Why You Need a Map and a Destination in Preaching

map

It is difficult to arrive at a desirable destination unless you use a map and know where you are headed. That is why I find so troubling contemporary skepticism about the use of typology in biblical interpretation. The best definition I have ever heard for typology is that it is a map of time. The Bible is a map of redemptive history. To read the map properly we must understand that Jesus makes the entire map readable and that the final destination of the map is eschatological consummation in the Kingdom of Christ.

Typology, as a map of time, provides redemptive historical markers of escalating correspondence between persons, events, institutions, and epochs of biblical revelation. Graeme Goldsworthy helpfully refers to micro (persons, events, institutions) and macro (epochs) typological correspondence (Preaching the Whole Bible as Christian Scripture, 111-113). In other words, the entire structure of biblical revelation is to be understood in light of Christ-centered typology. Russell D. Moore and I recently had a video conversation on expository preaching and he explained, “The story of the Old Testament is the story of Israel which is the story that Jesus has taken on in Himself.” As the last Adam, Jesus fulfills the story of Adam and the story of Israel, bringing their stories to their proper end. The Old Testament does not simply provide occasional connect-the-dots references to Jesus. Rather, the entirety of the Old Testament exists only because of Christ—who Himself is the Master-type.

The inherent divine, organic unity of the Bible demands that faithful interpreters of the Scriptures recognize the theological coherence of the entire canon. The Bible is the record of the progressive self-revelation of God and this makes its constituent texts interdependent. Typology is a logical consequence of biblical inerrancy and the fact of the organic unity of God’s Word. When God is recognized as the ultimate author of Scripture, attention should be given to the unique contribution of the human authors, because God’s revelation presents itself in history but as David S. Dockery has written, the interpreter must, “See the biblical text, rather than the author’s mind, as the place where meaning is concentrated” (Christian Scripture, 161).
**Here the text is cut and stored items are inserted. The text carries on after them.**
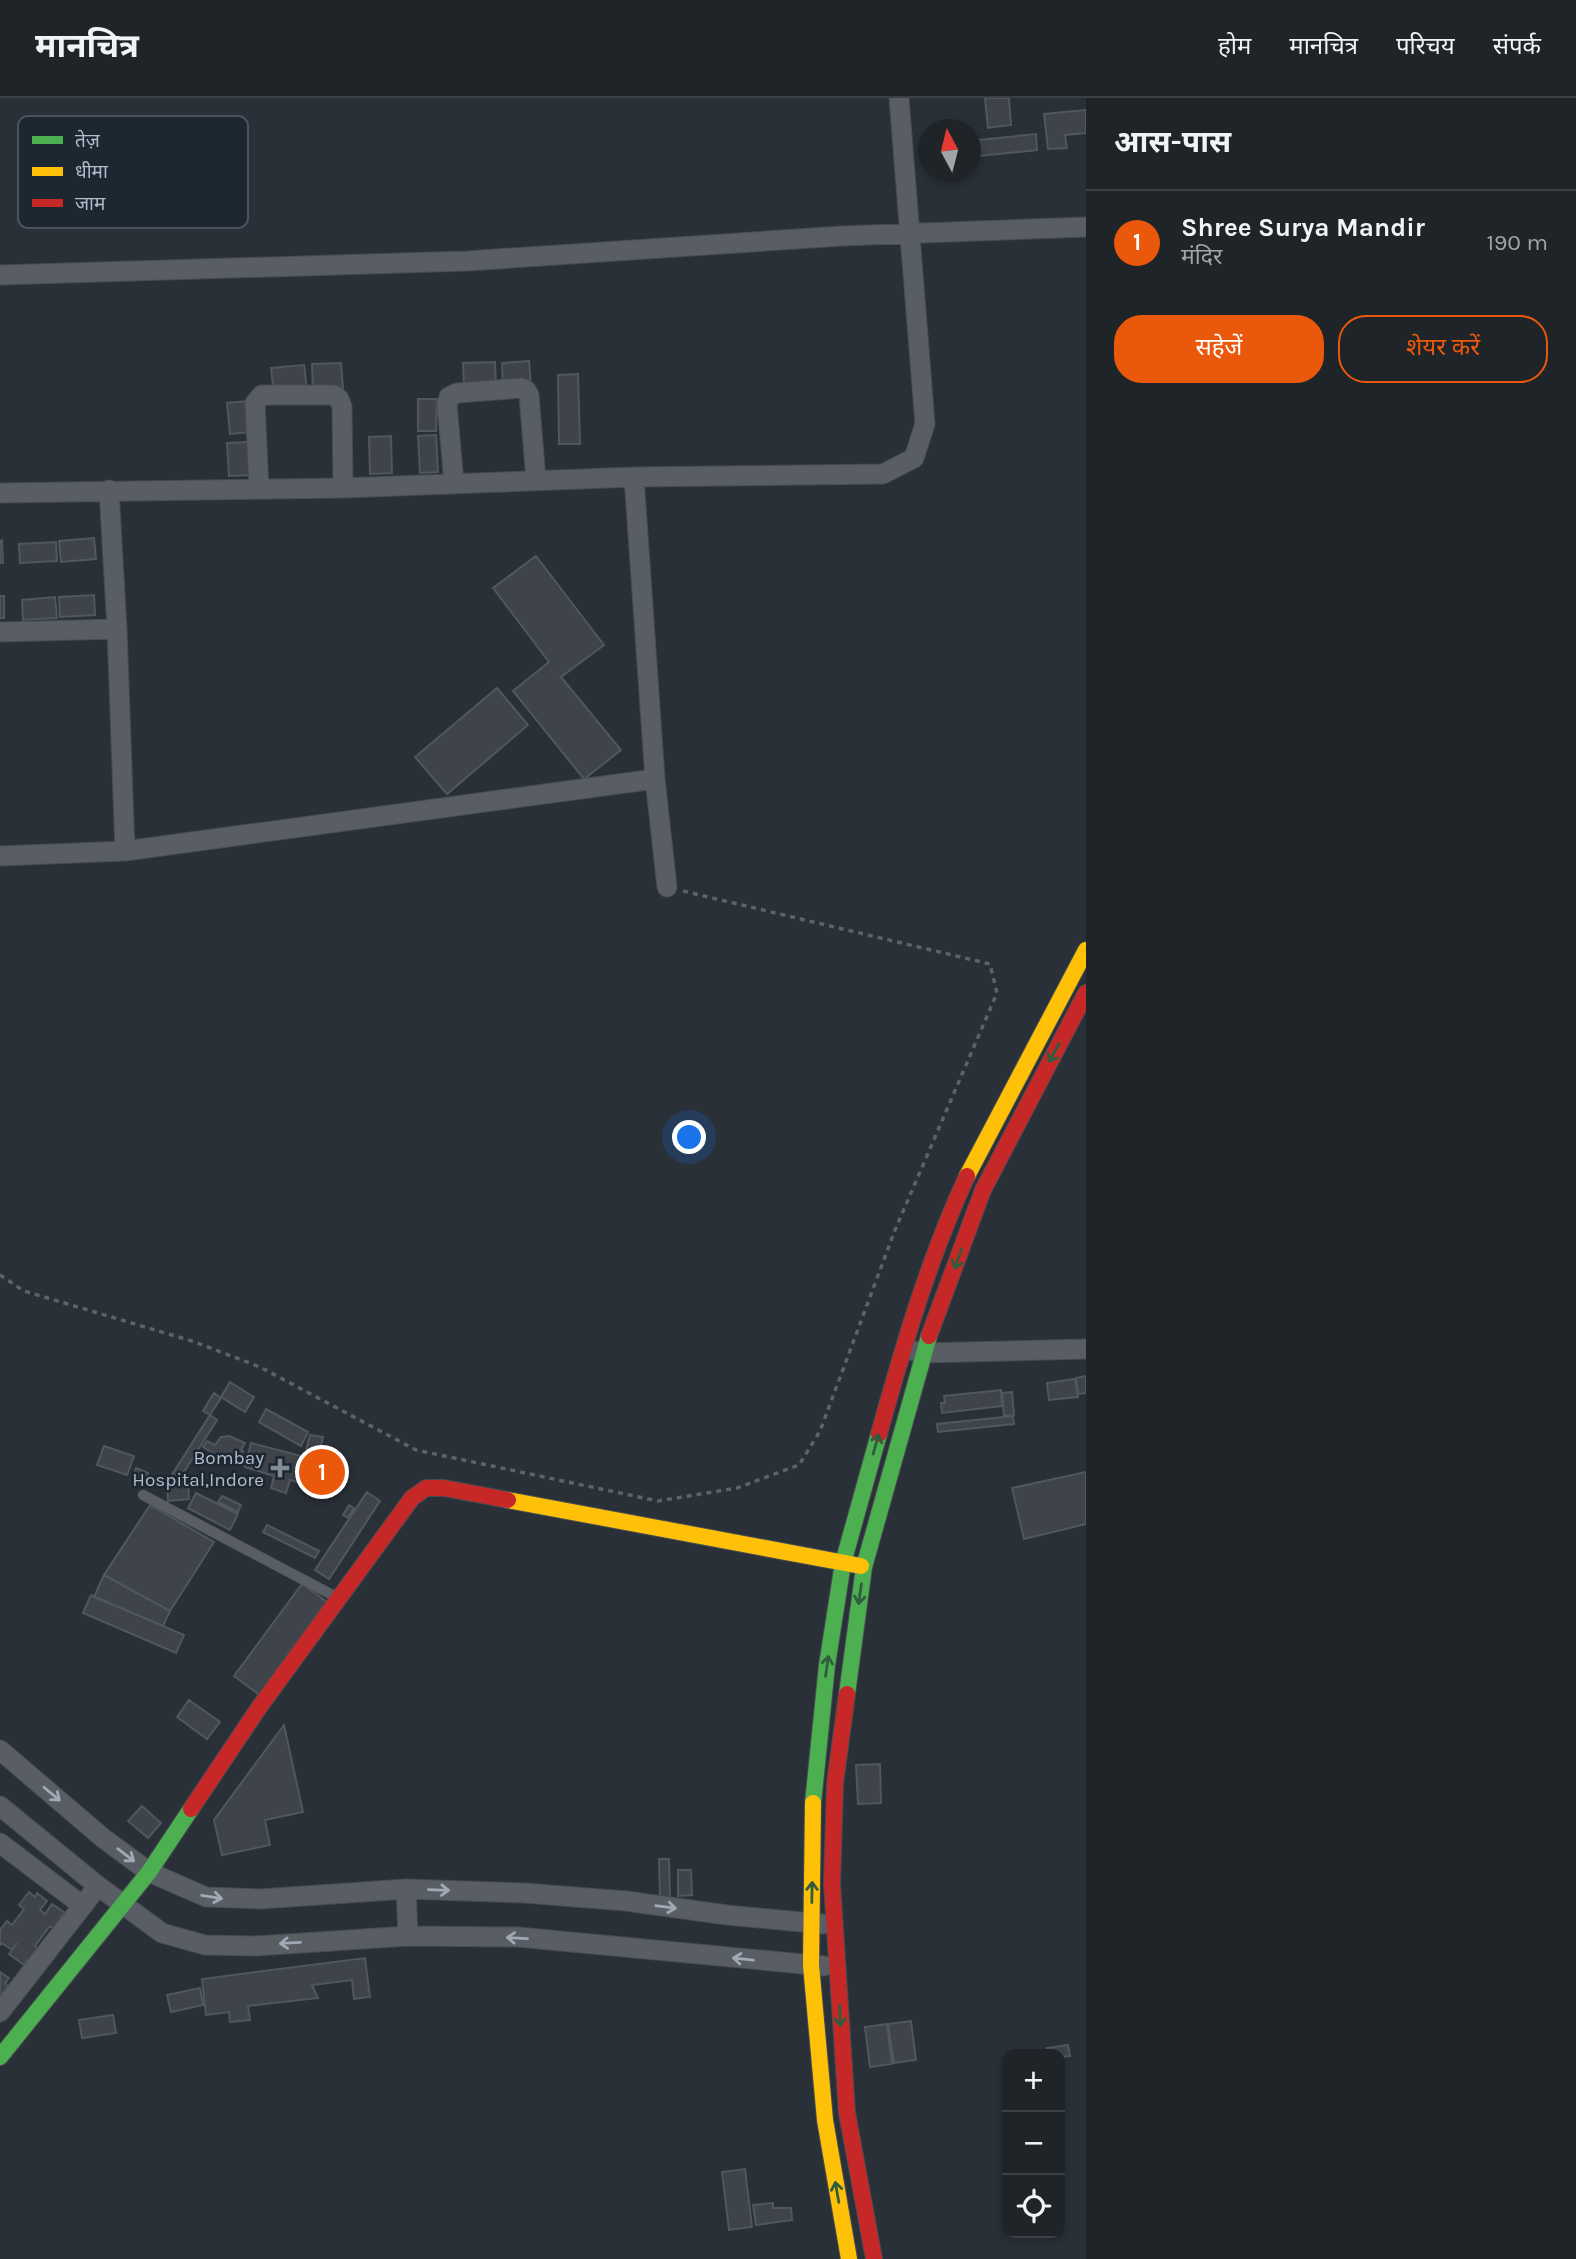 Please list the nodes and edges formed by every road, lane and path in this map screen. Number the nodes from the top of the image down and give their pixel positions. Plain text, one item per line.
1 (899, 98) edge
2 (1086, 227) edge
3 (911, 233) junction
4 (0, 275) edge
5 (634, 477) junction
6 (536, 480) junction
7 (454, 483) junction
8 (343, 488) junction
9 (259, 489) junction
10 (109, 490) junction
11 (0, 493) edge
12 (117, 629) junction
13 (0, 632) edge
14 (655, 779) junction
15 (125, 851) junction
16 (0, 856) edge
17 (667, 887) joint
18 (1086, 950) edge
19 (1086, 992) edge
20 (0, 1275) edge
21 (902, 1348) junction
22 (1086, 1349) edge
23 (923, 1353) junction
24 (143, 1495) dead end
25 (843, 1563) junction
26 (864, 1567) junction
27 (338, 1598) junction
28 (0, 1750) edge
29 (0, 1806) edge
30 (0, 1843) edge
31 (149, 1872) junction
32 (98, 1886) junction
33 (406, 1889) junction
34 (83, 1906) junction
35 (123, 1906) junction
36 (812, 1923) junction
37 (834, 1925) junction
38 (408, 1936) junction
39 (811, 1965) junction
40 (837, 1966) junction
41 (0, 2012) edge
42 (0, 2057) edge
43 (849, 2259) edge
44 (874, 2259) edge

1 - 3 street
2 - 3 street
3 - 4 street
3 - 5 street
5 - 6 street
5 - 14 street
6 - 7 street
6 - 7 street
7 - 8 street
8 - 9 street
8 - 9 street
9 - 10 street
10 - 11 street
10 - 12 street
12 - 13 street
12 - 15 street
14 - 15 street
14 - 17 street
15 - 16 street
17 - 20 path
18 - 21 street
19 -> 23 street
21 - 23 street
25 -> 21 street
22 - 23 street
23 - 26 street
24 - 27 lane
25 - 26 street
25 - 27 street
36 -> 25 street
26 -> 37 street
27 - 31 street
28 -> 31 street
29 - 32 street
30 - 34 street
31 -> 33 street
31 - 35 street
32 - 34 street
32 - 35 street
33 -> 36 street
33 - 38 street
34 - 41 street
38 -> 35 street
35 - 42 street
36 - 37 street
36 - 39 street
37 - 40 street
39 -> 38 street
39 - 40 street
43 -> 39 street
40 -> 44 street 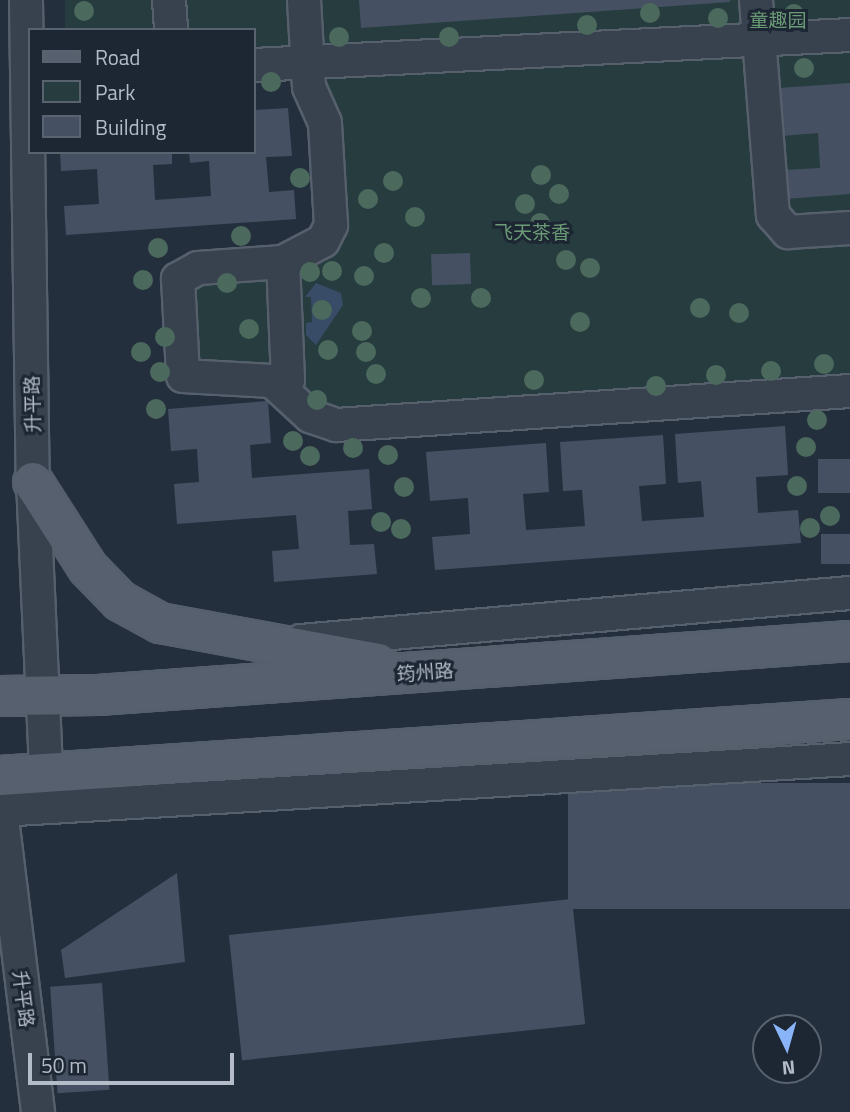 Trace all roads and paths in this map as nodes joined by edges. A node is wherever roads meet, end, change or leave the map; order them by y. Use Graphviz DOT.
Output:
graph roads {
  1 [pos="26,0"];
  2 [pos="169,0"];
  3 [pos="304,0"];
  4 [pos="757,0"];
  5 [pos="171,28"];
  6 [pos="850,34"];
  7 [pos="760,41"];
  8 [pos="307,63"];
  9 [pos="256,65"];
  10 [pos="28,138"];
  11 [pos="28,154"];
  12 [pos="850,228"];
  13 [pos="283,262"];
  14 [pos="283,390"];
  15 [pos="850,391"];
  16 [pos="33,482"];
  17 [pos="850,593"];
  18 [pos="850,641"];
  19 [pos="283,643"];
  20 [pos="421,672"];
  21 [pos="40,695"];
  22 [pos="0,696"];
  23 [pos="850,719"];
  24 [pos="850,759"];
  25 [pos="0,776"];
  26 [pos="46,790"];
  27 [pos="0,802"];
  28 [pos="0,810"];
  29 [pos="38,1112"];
  1 -- 10 [label="street, 升平路"];
  2 -- 5 [label="street"];
  3 -- 8 [label="street"];
  4 -- 7 [label="street"];
  6 -- 7 [label="street"];
  7 -- 8 [label="street"];
  7 -- 12 [label="street"];
  8 -- 9 [label="street"];
  8 -- 13 [label="street"];
  11 -- 16 [label="street, 升平路"];
  13 -- 14 [label="street"];
  13 -- 14 [label="street"];
  14 -- 15 [label="street"];
  16 -- 19 [label="main road"];
  16 -- 21 [label="street, 升平路"];
  17 -- 19 [label="street"];
  18 -- 20 [label="main road, 筠州路"];
  19 -- 20 [label="main road"];
  20 -- 21 [label="main road, 筠州路"];
  21 -- 22 [label="main road, 筠州路"];
  21 -- 26 [label="street, 升平路"];
  23 -- 26 [label="main road"];
  24 -- 26 [label="street"];
  25 -- 26 [label="main road"];
  26 -- 28 [label="street"];
  27 -- 28 [label="street, 升平路"];
  28 -- 29 [label="street, 升平路"];
} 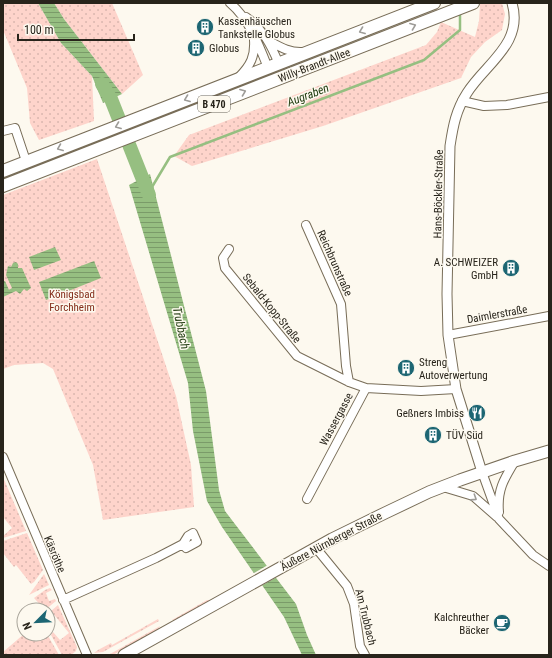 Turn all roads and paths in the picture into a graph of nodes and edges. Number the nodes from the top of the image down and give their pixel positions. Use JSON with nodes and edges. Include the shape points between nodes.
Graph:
{"nodes":[{"id":1,"x":230,"y":3,"type":"edge"},
{"id":2,"x":434,"y":3,"type":"edge"},
{"id":3,"x":473,"y":3,"type":"edge"},
{"id":4,"x":512,"y":3,"type":"edge"},
{"id":5,"x":242,"y":15,"type":"junction"},
{"id":6,"x":254,"y":37,"type":"junction"},
{"id":7,"x":269,"y":41,"type":"junction"},
{"id":8,"x":308,"y":52,"type":"junction"},
{"id":9,"x":274,"y":66,"type":"junction"},
{"id":10,"x":279,"y":78,"type":"junction"},
{"id":11,"x":237,"y":80,"type":"junction"},
{"id":12,"x":549,"y":97,"type":"edge"},
{"id":13,"x":462,"y":101,"type":"junction"},
{"id":14,"x":3,"y":131,"type":"edge"},
{"id":15,"x":26,"y":162,"type":"junction"},
{"id":16,"x":3,"y":171,"type":"edge"},
{"id":17,"x":31,"y":175,"type":"junction"},
{"id":18,"x":3,"y":186,"type":"edge"},
{"id":19,"x":306,"y":225,"type":"dead end"},
{"id":20,"x":228,"y":249,"type":"dead end"},
{"id":21,"x":549,"y":316,"type":"edge"},
{"id":22,"x":448,"y":334,"type":"junction"},
{"id":23,"x":349,"y":382,"type":"junction"},
{"id":24,"x":366,"y":388,"type":"junction"},
{"id":25,"x":456,"y":389,"type":"junction"},
{"id":26,"x":549,"y":451,"type":"edge"},
{"id":27,"x":4,"y":459,"type":"edge"},
{"id":28,"x":515,"y":461,"type":"junction"},
{"id":29,"x":482,"y":472,"type":"junction"},
{"id":30,"x":443,"y":487,"type":"junction"},
{"id":31,"x":307,"y":499,"type":"dead end"},
{"id":32,"x":499,"y":519,"type":"junction"},
{"id":33,"x":183,"y":544,"type":"dead end"},
{"id":34,"x":316,"y":548,"type":"junction"},
{"id":35,"x":549,"y":566,"type":"edge"},
{"id":36,"x":63,"y":600,"type":"junction"},
{"id":37,"x":130,"y":654,"type":"edge"},
{"id":38,"x":86,"y":655,"type":"edge"},
{"id":39,"x":365,"y":655,"type":"edge"}],
"edges":[{"from":1,"to":5,"type":"street"},
{"from":2,"to":8,"type":"main road","name":"Willy-Brandt-Allee","number":"B 470","one_way":true},
{"from":10,"to":3,"type":"main road","name":"Willy-Brandt-Allee","number":"B 470","one_way":true},
{"from":4,"to":13,"type":"street","name":"Hans-Böckler-Straße","via":[[512,29],[508,42]]},
{"from":5,"to":6,"type":"street"},
{"from":5,"to":7,"type":"street"},
{"from":6,"to":9,"type":"street"},
{"from":6,"to":11,"type":"street","via":[[252,61]]},
{"from":7,"to":8,"type":"street","via":[[296,53]]},
{"from":7,"to":9,"type":"street"},
{"from":8,"to":9,"type":"main road","name":"Willy-Brandt-Allee","number":"B 470"},
{"from":9,"to":10,"type":"main road"},
{"from":9,"to":11,"type":"main road","name":"Willy-Brandt-Allee","number":"B 470"},
{"from":17,"to":10,"type":"main road","name":"Willy-Brandt-Allee","number":"B 470","one_way":true},
{"from":11,"to":15,"type":"main road","name":"Willy-Brandt-Allee","number":"B 470","one_way":true},
{"from":12,"to":13,"type":"street","via":[[507,105],[484,106]]},
{"from":13,"to":22,"type":"street","name":"Hans-Böckler-Straße","via":[[453,122],[450,146]]},
{"from":14,"to":15,"type":"street","via":[[15,128]]},
{"from":15,"to":16,"type":"main road","number":"B 470"},
{"from":15,"to":17,"type":"main road"},
{"from":17,"to":18,"type":"main road","number":"B 470"},
{"from":19,"to":23,"type":"street","name":"Reichbrunstraße","via":[[341,304]]},
{"from":20,"to":23,"type":"street","name":"Sebald-Kopp-Straße","via":[[223,258],[225,268],[297,356]]},
{"from":21,"to":22,"type":"street","name":"Daimlerstraße"},
{"from":22,"to":25,"type":"street","name":"Hans-Böckler-Straße"},
{"from":23,"to":24,"type":"street","name":"Sebald-Kopp-Straße"},
{"from":24,"to":25,"type":"street","name":"Wassergasse","via":[[421,391]]},
{"from":24,"to":31,"type":"street","name":"Wassergasse"},
{"from":25,"to":29,"type":"street","name":"Hans-Böckler-Straße"},
{"from":26,"to":28,"type":"main road","name":"Äußere Nürnberger Straße"},
{"from":27,"to":36,"type":"street","name":"Käsröthe"},
{"from":28,"to":29,"type":"main road","name":"Äußere Nürnberger Straße"},
{"from":28,"to":32,"type":"street","via":[[500,490]]},
{"from":29,"to":30,"type":"main road","name":"Äußere Nürnberger Straße"},
{"from":29,"to":32,"type":"street"},
{"from":30,"to":32,"type":"street","one_way":true,"via":[[473,496]]},
{"from":30,"to":34,"type":"main road","name":"Äußere Nürnberger Straße"},
{"from":32,"to":35,"type":"street","via":[[533,555]]},
{"from":33,"to":36,"type":"street"},
{"from":34,"to":37,"type":"main road","name":"Äußere Nürnberger Straße"},
{"from":34,"to":39,"type":"street","name":"Am Trubbach","via":[[347,586],[354,604],[360,646]]},
{"from":36,"to":38,"type":"street","name":"Käsröthe"}]}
Taking Christ and his kingdom as the controlling theme of the entire biblical witness grounds our interpretation of particular texts in the reality that the Bible is about Jesus and His Messianic mission. The biblical interpreter should proceed looking for the textual clues for what information in the biblical testimony is significant for rightly understanding a given text. Typology is a gift to the interpreter and acknowledging the gift affirms the principle that all Scripture is God-breathed and thus, Scripture interprets Scripture. Typology, as a map of time, is ultimately significant because it is headed somewhere—the eschatological kingdom of Christ.

Any discussion of typology usually leads to warnings about boundaries and the danger of drifting into the allegory (application based on a grid outside of the text). While I certainly acknowledge that mistakes are made using a Christ-centered typological approach to Scripture, I also want to note that interpretive mistakes are made with any approach to Scripture but I think the mistakes made with the proper goal of reading the entire Bible in light of Christ are less dangerous than mistakes made with a wrong interpretive goal. Grounding our interpretation of a biblical text in the facts and details of the text abstracted from redemptive history is fraught with more serious interpretive danger. If preachers want to arrive at the goal of God-exalting, gospel-centered expository sermons then you will need a map of time, typology, and an unswerving focus on the final destination—the eschatological kingdom of Christ.